(PROVIDED DATA begins)

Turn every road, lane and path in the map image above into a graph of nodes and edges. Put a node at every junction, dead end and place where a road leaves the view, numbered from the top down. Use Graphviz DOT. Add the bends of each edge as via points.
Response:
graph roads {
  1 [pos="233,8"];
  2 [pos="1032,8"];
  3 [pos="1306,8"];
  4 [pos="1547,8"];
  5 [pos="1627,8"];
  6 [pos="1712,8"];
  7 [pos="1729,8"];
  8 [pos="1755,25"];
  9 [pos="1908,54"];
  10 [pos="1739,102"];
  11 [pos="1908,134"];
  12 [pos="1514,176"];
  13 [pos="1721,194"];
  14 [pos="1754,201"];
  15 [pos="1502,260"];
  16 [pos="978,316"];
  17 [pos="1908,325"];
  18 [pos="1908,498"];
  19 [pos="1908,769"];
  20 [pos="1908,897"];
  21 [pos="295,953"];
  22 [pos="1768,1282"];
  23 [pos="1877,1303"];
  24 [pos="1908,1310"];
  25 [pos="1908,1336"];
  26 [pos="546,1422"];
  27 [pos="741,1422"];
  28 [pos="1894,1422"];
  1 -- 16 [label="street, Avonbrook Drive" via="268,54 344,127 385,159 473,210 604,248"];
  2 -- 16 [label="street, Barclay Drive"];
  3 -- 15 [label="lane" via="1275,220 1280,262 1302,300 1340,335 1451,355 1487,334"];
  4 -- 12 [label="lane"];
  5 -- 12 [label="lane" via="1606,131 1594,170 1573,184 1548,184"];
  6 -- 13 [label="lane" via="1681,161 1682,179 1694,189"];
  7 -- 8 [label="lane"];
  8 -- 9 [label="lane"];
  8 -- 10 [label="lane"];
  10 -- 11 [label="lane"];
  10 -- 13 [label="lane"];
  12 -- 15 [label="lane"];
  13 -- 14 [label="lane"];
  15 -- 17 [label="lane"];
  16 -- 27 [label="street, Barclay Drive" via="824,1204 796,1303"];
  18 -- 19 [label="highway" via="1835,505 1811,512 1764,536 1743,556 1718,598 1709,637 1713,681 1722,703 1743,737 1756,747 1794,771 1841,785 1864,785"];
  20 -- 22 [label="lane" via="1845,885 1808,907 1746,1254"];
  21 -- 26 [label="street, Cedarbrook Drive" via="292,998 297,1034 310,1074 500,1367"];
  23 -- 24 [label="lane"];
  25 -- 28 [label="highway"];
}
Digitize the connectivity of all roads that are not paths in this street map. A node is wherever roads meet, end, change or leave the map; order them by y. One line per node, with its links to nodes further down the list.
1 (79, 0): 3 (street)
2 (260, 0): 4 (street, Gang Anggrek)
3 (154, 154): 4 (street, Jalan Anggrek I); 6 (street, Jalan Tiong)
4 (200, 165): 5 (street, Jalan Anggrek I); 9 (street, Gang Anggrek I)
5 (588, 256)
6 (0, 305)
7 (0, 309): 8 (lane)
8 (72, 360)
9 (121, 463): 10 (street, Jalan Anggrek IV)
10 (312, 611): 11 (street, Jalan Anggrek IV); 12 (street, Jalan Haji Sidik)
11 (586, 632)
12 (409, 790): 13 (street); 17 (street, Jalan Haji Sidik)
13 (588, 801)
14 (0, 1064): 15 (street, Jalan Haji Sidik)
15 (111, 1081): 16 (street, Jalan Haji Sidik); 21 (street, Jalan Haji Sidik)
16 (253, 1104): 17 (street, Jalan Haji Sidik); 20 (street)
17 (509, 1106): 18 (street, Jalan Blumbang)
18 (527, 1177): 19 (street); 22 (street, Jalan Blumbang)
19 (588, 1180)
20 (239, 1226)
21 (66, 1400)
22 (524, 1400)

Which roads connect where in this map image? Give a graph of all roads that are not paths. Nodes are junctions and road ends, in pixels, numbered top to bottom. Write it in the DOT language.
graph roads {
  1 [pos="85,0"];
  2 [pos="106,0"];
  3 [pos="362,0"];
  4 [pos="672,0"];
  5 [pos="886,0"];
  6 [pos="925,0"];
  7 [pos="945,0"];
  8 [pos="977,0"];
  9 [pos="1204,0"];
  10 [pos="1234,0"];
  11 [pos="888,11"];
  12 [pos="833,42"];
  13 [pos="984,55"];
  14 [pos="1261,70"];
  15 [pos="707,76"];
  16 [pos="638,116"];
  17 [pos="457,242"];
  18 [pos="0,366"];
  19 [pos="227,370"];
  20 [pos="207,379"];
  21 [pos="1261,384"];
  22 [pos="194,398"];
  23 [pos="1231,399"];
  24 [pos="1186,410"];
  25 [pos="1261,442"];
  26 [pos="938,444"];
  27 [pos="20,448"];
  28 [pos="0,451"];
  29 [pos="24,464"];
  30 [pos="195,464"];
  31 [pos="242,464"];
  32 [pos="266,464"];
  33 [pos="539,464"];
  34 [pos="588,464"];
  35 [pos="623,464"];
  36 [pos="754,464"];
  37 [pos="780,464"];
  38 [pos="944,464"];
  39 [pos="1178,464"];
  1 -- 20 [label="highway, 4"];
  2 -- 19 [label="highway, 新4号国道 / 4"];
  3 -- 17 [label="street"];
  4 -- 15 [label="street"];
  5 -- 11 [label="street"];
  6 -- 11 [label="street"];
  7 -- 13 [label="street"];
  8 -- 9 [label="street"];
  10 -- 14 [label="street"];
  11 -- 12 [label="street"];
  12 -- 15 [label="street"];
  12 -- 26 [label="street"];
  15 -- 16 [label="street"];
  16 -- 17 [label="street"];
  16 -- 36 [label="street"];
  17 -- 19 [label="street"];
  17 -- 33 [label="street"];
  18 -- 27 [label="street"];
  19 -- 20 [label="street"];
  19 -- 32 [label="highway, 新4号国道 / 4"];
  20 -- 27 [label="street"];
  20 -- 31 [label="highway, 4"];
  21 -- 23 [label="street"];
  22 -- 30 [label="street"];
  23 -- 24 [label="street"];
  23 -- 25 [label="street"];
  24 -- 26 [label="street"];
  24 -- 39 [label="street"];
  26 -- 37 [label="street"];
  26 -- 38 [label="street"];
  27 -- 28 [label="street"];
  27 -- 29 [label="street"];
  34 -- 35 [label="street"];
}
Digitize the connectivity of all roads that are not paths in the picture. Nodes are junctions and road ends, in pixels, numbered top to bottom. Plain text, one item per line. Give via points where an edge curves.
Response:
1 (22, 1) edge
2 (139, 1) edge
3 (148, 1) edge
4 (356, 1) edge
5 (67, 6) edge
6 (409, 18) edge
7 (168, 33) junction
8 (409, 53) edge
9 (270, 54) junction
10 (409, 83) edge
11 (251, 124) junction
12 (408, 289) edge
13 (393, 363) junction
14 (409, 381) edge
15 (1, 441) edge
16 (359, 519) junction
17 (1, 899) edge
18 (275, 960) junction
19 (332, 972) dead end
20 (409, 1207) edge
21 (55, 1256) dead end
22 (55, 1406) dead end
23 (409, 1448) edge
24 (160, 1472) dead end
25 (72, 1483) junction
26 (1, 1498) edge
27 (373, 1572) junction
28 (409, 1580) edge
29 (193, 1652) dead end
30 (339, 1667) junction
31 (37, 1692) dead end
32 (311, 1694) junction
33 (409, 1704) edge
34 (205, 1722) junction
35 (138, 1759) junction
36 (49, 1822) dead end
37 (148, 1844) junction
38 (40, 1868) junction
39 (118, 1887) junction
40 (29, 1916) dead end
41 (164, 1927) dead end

(PROVIDED DATA ends)

*AIM OF THE TASK*.
Send back every entry precisely as given.

*SOLUTION TO THIS EXERCISE*.
Turn every road, lane and path in the map image above into a graph of nodes and edges. Put a node at every junction, dead end and place where a road leaves the view, numbered from the top down. Use Graphviz DOT. Add the bends of each edge as via points.
Response:
graph roads {
  1 [pos="233,8"];
  2 [pos="1032,8"];
  3 [pos="1306,8"];
  4 [pos="1547,8"];
  5 [pos="1627,8"];
  6 [pos="1712,8"];
  7 [pos="1729,8"];
  8 [pos="1755,25"];
  9 [pos="1908,54"];
  10 [pos="1739,102"];
  11 [pos="1908,134"];
  12 [pos="1514,176"];
  13 [pos="1721,194"];
  14 [pos="1754,201"];
  15 [pos="1502,260"];
  16 [pos="978,316"];
  17 [pos="1908,325"];
  18 [pos="1908,498"];
  19 [pos="1908,769"];
  20 [pos="1908,897"];
  21 [pos="295,953"];
  22 [pos="1768,1282"];
  23 [pos="1877,1303"];
  24 [pos="1908,1310"];
  25 [pos="1908,1336"];
  26 [pos="546,1422"];
  27 [pos="741,1422"];
  28 [pos="1894,1422"];
  1 -- 16 [label="street, Avonbrook Drive" via="268,54 344,127 385,159 473,210 604,248"];
  2 -- 16 [label="street, Barclay Drive"];
  3 -- 15 [label="lane" via="1275,220 1280,262 1302,300 1340,335 1451,355 1487,334"];
  4 -- 12 [label="lane"];
  5 -- 12 [label="lane" via="1606,131 1594,170 1573,184 1548,184"];
  6 -- 13 [label="lane" via="1681,161 1682,179 1694,189"];
  7 -- 8 [label="lane"];
  8 -- 9 [label="lane"];
  8 -- 10 [label="lane"];
  10 -- 11 [label="lane"];
  10 -- 13 [label="lane"];
  12 -- 15 [label="lane"];
  13 -- 14 [label="lane"];
  15 -- 17 [label="lane"];
  16 -- 27 [label="street, Barclay Drive" via="824,1204 796,1303"];
  18 -- 19 [label="highway" via="1835,505 1811,512 1764,536 1743,556 1718,598 1709,637 1713,681 1722,703 1743,737 1756,747 1794,771 1841,785 1864,785"];
  20 -- 22 [label="lane" via="1845,885 1808,907 1746,1254"];
  21 -- 26 [label="street, Cedarbrook Drive" via="292,998 297,1034 310,1074 500,1367"];
  23 -- 24 [label="lane"];
  25 -- 28 [label="highway"];
}
Digitize the connectivity of all roads that are not paths in this street map. A node is wherever roads meet, end, change or leave the map; order them by y. One line per node, with its links to nodes further down the list.
1 (79, 0): 3 (street)
2 (260, 0): 4 (street, Gang Anggrek)
3 (154, 154): 4 (street, Jalan Anggrek I); 6 (street, Jalan Tiong)
4 (200, 165): 5 (street, Jalan Anggrek I); 9 (street, Gang Anggrek I)
5 (588, 256)
6 (0, 305)
7 (0, 309): 8 (lane)
8 (72, 360)
9 (121, 463): 10 (street, Jalan Anggrek IV)
10 (312, 611): 11 (street, Jalan Anggrek IV); 12 (street, Jalan Haji Sidik)
11 (586, 632)
12 (409, 790): 13 (street); 17 (street, Jalan Haji Sidik)
13 (588, 801)
14 (0, 1064): 15 (street, Jalan Haji Sidik)
15 (111, 1081): 16 (street, Jalan Haji Sidik); 21 (street, Jalan Haji Sidik)
16 (253, 1104): 17 (street, Jalan Haji Sidik); 20 (street)
17 (509, 1106): 18 (street, Jalan Blumbang)
18 (527, 1177): 19 (street); 22 (street, Jalan Blumbang)
19 (588, 1180)
20 (239, 1226)
21 (66, 1400)
22 (524, 1400)

Which roads connect where in this map image? Give a graph of all roads that are not paths. Nodes are junctions and road ends, in pixels, numbered top to bottom. Write it in the DOT language.
graph roads {
  1 [pos="85,0"];
  2 [pos="106,0"];
  3 [pos="362,0"];
  4 [pos="672,0"];
  5 [pos="886,0"];
  6 [pos="925,0"];
  7 [pos="945,0"];
  8 [pos="977,0"];
  9 [pos="1204,0"];
  10 [pos="1234,0"];
  11 [pos="888,11"];
  12 [pos="833,42"];
  13 [pos="984,55"];
  14 [pos="1261,70"];
  15 [pos="707,76"];
  16 [pos="638,116"];
  17 [pos="457,242"];
  18 [pos="0,366"];
  19 [pos="227,370"];
  20 [pos="207,379"];
  21 [pos="1261,384"];
  22 [pos="194,398"];
  23 [pos="1231,399"];
  24 [pos="1186,410"];
  25 [pos="1261,442"];
  26 [pos="938,444"];
  27 [pos="20,448"];
  28 [pos="0,451"];
  29 [pos="24,464"];
  30 [pos="195,464"];
  31 [pos="242,464"];
  32 [pos="266,464"];
  33 [pos="539,464"];
  34 [pos="588,464"];
  35 [pos="623,464"];
  36 [pos="754,464"];
  37 [pos="780,464"];
  38 [pos="944,464"];
  39 [pos="1178,464"];
  1 -- 20 [label="highway, 4"];
  2 -- 19 [label="highway, 新4号国道 / 4"];
  3 -- 17 [label="street"];
  4 -- 15 [label="street"];
  5 -- 11 [label="street"];
  6 -- 11 [label="street"];
  7 -- 13 [label="street"];
  8 -- 9 [label="street"];
  10 -- 14 [label="street"];
  11 -- 12 [label="street"];
  12 -- 15 [label="street"];
  12 -- 26 [label="street"];
  15 -- 16 [label="street"];
  16 -- 17 [label="street"];
  16 -- 36 [label="street"];
  17 -- 19 [label="street"];
  17 -- 33 [label="street"];
  18 -- 27 [label="street"];
  19 -- 20 [label="street"];
  19 -- 32 [label="highway, 新4号国道 / 4"];
  20 -- 27 [label="street"];
  20 -- 31 [label="highway, 4"];
  21 -- 23 [label="street"];
  22 -- 30 [label="street"];
  23 -- 24 [label="street"];
  23 -- 25 [label="street"];
  24 -- 26 [label="street"];
  24 -- 39 [label="street"];
  26 -- 37 [label="street"];
  26 -- 38 [label="street"];
  27 -- 28 [label="street"];
  27 -- 29 [label="street"];
  34 -- 35 [label="street"];
}
Digitize the connectivity of all roads that are not paths in the picture. Nodes are junctions and road ends, in pixels, numbered top to bottom. Plain text, one item per line. Give via points where an edge curves.
Response:
1 (22, 1) edge
2 (139, 1) edge
3 (148, 1) edge
4 (356, 1) edge
5 (67, 6) edge
6 (409, 18) edge
7 (168, 33) junction
8 (409, 53) edge
9 (270, 54) junction
10 (409, 83) edge
11 (251, 124) junction
12 (408, 289) edge
13 (393, 363) junction
14 (409, 381) edge
15 (1, 441) edge
16 (359, 519) junction
17 (1, 899) edge
18 (275, 960) junction
19 (332, 972) dead end
20 (409, 1207) edge
21 (55, 1256) dead end
22 (55, 1406) dead end
23 (409, 1448) edge
24 (160, 1472) dead end
25 (72, 1483) junction
26 (1, 1498) edge
27 (373, 1572) junction
28 (409, 1580) edge
29 (193, 1652) dead end
30 (339, 1667) junction
31 (37, 1692) dead end
32 (311, 1694) junction
33 (409, 1704) edge
34 (205, 1722) junction
35 (138, 1759) junction
36 (49, 1822) dead end
37 (148, 1844) junction
38 (40, 1868) junction
39 (118, 1887) junction
40 (29, 1916) dead end
41 (164, 1927) dead end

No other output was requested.